Tsunami Hazard Potential in the Caribbean


Tsunamis are among the world’s most destructive coastal hazards. The sharp increase in coastal population density, the intense development of harbors and urban infrastructure, and the exploitation of mineral resources in coastal areas, all set up a potential disaster of catastrophic proportions.

Tsunami events have been recorded in the Caribbean Sea since the 16th Century (Lander et al., 2002), and the number of tsunami casualties in the Caribbean exceeds that of the U.S. West Coast, Hawaii, and Alaska combined. There have been 91 reported tsunamis in the Caribbean basin since Europeans moved to the area, of which 27 events are very well documented and caused extensive damage and casualties. The most famous of these events include the:

  • Venezuela (1530),
  • U.S. Virgin Islands and northern Lesser Antilles (1690),
  • Port Royal (Jamaica (1692),
  • Martinique (1755),
  • St. Thomas (1867),
  • Puerto Rico (1918), and
  • and the Dominican Republic (1946) tsunamis.

The great Lisbon earthquake of 1755 created a tele-tsunami with 6 and 7 meter-high waves in the Lesser Antilles. Evidence for significant paleotsunamis is also found in the sediments of the Netherlands Antilles at 400-500 ybp, 1500 ybp and 3500 ybp (Scheffers and Kaletat 2001).

Although there have been deadly tsunamis in the NE Caribbean during the last century (1918: 42 persons and 100 missing; 1946: 1,790 persons by some reports), it is a repeat of the 1867 tsunami in the US Virgin Islands that may be most worrisome. A tsunami that followed within a few minutes of an earthquake in the Anegada Trough created a 6-9 meter high waves entering simultaneously St. Thomas’ Charlotte Amalie and St. Croix’s Christiansted Harbours. This event lifted the US Navy ship Monogahela onto a pier at Fredriksted, St. Croix.

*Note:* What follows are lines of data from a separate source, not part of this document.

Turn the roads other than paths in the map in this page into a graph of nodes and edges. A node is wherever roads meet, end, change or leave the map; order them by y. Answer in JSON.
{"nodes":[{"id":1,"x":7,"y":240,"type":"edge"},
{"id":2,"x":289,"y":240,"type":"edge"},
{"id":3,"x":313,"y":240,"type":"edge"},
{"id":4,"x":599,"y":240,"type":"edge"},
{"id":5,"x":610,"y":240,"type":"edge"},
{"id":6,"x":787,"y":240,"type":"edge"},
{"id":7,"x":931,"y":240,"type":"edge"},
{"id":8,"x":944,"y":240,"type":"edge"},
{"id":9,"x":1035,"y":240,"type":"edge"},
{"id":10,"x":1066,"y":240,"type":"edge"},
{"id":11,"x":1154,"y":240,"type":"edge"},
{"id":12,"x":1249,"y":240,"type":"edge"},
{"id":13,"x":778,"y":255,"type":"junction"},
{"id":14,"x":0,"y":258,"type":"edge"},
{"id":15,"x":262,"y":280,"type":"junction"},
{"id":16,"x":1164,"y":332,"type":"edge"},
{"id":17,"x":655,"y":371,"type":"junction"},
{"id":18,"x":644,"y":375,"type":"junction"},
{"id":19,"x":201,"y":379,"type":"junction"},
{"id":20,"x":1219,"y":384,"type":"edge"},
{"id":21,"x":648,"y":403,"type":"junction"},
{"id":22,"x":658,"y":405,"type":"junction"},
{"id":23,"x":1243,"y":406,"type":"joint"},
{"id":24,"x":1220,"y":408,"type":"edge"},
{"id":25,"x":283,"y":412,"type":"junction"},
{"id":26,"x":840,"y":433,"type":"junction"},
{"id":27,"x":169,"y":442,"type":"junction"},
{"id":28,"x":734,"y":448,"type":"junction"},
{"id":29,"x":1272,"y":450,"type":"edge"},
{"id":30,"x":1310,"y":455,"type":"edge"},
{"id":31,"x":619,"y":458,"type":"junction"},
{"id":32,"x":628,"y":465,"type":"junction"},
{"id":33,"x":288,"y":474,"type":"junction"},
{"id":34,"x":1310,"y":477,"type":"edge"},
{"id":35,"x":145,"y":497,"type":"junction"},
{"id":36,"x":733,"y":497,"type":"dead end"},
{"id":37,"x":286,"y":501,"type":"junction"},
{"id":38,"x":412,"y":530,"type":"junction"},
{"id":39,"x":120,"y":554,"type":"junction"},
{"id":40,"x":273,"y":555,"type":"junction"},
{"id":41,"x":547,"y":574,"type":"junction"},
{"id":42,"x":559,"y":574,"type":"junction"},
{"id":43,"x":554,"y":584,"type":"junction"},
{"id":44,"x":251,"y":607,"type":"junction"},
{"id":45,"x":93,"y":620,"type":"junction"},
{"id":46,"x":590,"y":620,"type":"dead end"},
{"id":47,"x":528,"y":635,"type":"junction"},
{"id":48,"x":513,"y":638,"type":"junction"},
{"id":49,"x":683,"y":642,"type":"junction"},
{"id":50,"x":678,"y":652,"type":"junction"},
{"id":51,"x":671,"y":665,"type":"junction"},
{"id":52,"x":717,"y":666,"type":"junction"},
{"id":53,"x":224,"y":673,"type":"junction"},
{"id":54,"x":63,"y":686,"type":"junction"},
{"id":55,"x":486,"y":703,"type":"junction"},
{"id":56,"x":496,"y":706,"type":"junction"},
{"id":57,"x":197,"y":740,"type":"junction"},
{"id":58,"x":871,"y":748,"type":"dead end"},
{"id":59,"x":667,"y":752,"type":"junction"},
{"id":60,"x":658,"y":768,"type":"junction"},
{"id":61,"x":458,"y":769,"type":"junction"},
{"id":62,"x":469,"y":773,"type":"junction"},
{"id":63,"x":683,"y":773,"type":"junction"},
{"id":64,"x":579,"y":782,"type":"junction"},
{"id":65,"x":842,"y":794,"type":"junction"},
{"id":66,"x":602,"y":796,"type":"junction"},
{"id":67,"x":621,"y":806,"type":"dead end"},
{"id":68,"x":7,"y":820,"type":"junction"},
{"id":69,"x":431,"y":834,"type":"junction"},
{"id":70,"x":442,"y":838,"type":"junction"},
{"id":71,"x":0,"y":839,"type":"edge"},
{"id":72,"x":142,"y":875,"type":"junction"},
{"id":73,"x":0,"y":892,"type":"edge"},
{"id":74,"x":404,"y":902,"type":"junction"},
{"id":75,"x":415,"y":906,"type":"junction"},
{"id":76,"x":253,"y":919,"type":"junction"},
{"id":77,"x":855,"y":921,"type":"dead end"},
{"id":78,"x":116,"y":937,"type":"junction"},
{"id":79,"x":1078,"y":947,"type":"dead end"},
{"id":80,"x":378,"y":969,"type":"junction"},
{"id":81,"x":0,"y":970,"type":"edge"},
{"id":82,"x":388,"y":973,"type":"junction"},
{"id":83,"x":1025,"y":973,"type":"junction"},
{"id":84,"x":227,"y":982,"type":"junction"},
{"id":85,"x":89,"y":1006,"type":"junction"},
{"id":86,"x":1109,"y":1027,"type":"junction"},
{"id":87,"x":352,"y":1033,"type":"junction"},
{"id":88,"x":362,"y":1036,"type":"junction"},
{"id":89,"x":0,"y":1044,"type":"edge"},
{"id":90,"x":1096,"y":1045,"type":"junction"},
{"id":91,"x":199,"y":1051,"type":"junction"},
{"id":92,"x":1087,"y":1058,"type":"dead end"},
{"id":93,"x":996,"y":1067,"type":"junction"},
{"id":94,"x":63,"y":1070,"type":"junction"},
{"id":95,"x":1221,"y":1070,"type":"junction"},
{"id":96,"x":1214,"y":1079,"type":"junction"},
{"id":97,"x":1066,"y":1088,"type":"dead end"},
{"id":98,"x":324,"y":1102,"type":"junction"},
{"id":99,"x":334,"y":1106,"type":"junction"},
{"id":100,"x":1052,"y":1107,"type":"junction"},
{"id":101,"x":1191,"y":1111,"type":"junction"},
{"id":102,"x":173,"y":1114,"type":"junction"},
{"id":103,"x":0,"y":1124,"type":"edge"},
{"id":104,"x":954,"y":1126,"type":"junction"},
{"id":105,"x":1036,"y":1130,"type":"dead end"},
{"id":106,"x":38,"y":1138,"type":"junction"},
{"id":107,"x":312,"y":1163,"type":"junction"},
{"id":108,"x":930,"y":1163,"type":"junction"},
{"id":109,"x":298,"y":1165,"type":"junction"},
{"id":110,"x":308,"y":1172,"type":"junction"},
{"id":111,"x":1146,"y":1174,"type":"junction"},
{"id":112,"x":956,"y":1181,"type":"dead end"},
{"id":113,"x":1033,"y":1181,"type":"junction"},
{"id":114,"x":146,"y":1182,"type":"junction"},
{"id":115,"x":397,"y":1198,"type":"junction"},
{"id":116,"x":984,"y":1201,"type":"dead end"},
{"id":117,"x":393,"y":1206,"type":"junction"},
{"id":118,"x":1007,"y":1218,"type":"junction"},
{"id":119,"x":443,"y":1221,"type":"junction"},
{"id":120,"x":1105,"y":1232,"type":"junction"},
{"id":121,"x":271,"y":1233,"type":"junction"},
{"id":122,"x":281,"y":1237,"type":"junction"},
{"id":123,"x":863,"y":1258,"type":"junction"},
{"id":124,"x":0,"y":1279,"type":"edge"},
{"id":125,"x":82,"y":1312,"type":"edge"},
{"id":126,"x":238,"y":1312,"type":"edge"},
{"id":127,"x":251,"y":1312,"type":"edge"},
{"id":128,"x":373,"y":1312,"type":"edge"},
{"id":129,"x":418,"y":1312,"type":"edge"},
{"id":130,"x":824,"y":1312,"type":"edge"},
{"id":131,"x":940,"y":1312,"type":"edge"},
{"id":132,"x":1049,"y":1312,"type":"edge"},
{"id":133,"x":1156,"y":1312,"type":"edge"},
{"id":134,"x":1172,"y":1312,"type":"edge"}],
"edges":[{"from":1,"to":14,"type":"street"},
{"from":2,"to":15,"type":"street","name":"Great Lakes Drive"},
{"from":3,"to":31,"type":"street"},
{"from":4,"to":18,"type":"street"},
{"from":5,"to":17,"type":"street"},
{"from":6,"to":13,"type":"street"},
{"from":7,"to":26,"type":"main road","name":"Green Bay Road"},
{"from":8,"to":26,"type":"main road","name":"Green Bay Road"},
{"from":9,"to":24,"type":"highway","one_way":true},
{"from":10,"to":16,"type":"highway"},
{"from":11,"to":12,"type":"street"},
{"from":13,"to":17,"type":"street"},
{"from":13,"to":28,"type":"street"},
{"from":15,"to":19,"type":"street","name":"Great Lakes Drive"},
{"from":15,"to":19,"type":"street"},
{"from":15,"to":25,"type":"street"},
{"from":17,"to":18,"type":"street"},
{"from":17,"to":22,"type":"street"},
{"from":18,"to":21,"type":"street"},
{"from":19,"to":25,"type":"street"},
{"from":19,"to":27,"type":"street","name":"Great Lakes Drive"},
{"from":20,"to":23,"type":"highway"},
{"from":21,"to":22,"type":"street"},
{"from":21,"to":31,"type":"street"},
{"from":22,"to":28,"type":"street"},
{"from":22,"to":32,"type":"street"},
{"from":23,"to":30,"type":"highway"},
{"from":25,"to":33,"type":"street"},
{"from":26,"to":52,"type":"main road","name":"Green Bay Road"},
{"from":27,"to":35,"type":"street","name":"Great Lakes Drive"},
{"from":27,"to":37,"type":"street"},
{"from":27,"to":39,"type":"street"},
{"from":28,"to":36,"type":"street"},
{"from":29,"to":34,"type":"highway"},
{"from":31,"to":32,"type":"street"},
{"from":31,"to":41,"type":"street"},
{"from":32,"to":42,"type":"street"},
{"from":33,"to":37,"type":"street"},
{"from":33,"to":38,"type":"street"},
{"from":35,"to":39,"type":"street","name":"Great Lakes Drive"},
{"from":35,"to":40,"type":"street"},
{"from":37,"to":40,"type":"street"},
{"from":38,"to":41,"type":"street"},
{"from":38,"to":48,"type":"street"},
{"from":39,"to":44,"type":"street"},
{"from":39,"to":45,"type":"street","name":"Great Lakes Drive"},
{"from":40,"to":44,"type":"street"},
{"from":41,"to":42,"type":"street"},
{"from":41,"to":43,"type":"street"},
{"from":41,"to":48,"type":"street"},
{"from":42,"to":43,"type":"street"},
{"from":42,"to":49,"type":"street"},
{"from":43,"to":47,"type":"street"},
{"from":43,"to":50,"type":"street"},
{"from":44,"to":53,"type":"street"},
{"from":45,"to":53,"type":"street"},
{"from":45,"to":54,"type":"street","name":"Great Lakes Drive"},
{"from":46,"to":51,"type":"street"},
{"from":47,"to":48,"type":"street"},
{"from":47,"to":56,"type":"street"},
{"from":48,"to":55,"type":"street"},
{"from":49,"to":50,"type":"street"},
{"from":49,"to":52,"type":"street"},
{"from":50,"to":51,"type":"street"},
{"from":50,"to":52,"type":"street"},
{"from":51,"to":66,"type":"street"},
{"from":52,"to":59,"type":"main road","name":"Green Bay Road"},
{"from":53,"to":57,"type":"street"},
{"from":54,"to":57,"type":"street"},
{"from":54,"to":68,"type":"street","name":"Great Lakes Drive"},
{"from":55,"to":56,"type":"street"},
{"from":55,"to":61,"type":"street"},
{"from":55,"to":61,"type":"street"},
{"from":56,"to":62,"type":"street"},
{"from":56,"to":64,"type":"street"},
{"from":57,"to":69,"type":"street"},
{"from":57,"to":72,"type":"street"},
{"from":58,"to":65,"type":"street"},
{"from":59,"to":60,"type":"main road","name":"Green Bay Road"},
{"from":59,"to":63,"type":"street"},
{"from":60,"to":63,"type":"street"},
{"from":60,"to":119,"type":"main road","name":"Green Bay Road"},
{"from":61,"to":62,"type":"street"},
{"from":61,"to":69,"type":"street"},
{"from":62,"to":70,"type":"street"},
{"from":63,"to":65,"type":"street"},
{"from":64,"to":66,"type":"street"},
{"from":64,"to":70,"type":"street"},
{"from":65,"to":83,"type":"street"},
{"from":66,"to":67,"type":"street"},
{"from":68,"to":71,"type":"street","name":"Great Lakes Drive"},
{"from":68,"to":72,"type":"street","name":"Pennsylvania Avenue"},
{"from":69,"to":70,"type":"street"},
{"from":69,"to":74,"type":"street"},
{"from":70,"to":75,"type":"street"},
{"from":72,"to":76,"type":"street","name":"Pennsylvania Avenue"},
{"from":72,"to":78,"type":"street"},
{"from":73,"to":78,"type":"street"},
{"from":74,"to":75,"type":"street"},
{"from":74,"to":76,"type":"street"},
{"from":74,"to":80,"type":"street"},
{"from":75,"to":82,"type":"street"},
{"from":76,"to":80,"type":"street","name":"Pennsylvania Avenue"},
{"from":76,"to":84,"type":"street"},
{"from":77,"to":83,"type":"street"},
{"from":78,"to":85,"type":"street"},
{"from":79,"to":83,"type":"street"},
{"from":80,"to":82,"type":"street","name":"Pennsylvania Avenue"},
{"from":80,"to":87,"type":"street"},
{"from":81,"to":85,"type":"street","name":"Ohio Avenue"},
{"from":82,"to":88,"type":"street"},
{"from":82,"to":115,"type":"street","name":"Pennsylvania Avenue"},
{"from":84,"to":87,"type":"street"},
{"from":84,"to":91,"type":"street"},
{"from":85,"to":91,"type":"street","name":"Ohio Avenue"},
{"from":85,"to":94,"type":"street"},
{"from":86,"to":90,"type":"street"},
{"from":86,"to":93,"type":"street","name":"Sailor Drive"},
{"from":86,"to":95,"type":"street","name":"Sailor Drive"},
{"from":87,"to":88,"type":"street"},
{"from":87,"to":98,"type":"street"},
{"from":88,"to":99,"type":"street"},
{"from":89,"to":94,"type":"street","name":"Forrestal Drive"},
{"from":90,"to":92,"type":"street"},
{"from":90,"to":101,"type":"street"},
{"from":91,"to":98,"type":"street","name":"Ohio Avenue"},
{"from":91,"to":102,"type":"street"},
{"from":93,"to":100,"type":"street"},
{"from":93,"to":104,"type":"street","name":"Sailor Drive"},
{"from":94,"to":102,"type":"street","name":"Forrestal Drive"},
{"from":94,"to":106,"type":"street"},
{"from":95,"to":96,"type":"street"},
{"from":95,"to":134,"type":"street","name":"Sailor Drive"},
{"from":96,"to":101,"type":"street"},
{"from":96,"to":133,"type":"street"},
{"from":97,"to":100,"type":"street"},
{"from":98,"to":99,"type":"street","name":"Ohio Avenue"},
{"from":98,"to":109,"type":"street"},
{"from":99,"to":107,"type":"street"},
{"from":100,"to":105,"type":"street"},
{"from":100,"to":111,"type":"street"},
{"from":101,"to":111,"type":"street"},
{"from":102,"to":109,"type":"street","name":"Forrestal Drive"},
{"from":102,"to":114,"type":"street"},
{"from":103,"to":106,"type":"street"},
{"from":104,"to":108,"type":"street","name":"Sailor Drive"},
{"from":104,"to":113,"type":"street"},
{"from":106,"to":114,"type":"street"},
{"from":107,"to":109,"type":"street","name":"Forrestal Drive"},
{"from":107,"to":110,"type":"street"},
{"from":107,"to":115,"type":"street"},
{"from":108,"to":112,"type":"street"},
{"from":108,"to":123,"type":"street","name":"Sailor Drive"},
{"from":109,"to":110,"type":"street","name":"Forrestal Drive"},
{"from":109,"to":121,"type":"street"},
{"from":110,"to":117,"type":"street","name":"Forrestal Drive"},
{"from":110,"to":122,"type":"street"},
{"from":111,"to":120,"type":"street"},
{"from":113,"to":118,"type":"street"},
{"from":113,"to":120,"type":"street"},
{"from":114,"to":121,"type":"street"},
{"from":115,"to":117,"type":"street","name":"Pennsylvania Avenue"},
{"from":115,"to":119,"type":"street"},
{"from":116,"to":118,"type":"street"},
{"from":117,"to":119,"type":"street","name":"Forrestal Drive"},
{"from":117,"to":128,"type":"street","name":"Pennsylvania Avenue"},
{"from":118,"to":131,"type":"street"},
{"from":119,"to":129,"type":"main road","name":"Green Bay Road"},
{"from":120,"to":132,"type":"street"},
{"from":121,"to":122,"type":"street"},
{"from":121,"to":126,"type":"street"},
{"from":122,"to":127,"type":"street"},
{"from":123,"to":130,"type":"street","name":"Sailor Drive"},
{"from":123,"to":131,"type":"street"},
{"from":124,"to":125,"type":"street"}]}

The Caribbean Plate boundary is prone to tsunamis because it has all the tsunami-generating sources within a small geographical area as follows:

  1. Subduction zone earthquakes of the type that generated the Indian Ocean tsunami, are found along the Lesser Antilles and the Hispaniola (1946 tsunami) and Puerto Rico trenches.
  2. Other moderately large earthquakes due to more local tectonic activity take place probably once a century, such as in Mona Passage (1918 tsunami), and in the Virgin Islands basin (1867 tsunami).
  3. Moderate earthquakes that can destabilize the steep underwater slopes and cause a tsunami landslide, occur even more frequently. Submarine landslides contributed an unknown amount of energy to the three tsunami sources mentioned above.
  4. An active underwater volcano (Kick’em Jenny) is found near Grenada, where sea floor maps show previous episodes of flank collapse. (The eruption of the volcano itself is not thought to be a potential source for a tsunami.)
  5. Above water volcanic activity along much of the Lesser Antilles periodically generates landslide that enter the sea to cause tsunamis.
  6. Tele-tsunamis can propagate from the African-Eurasian plate boundary, such as the great Lisbon earthquake of 1755 with 6 and 7 meter-high waves in the Lesser Antilles.

Impact of this work is intended to improve the safety of residents and to protect coastal resources in the Puerto Rico/Virgin Islands region with regard to earthquakes and tsunamis. By determining the likely hazards and their causative mechanisms, and by providing this information to government agencies and the public, we may aid in such activities as improvement of building codes, encouraging safer zoning, and assisting public education for response to hazards.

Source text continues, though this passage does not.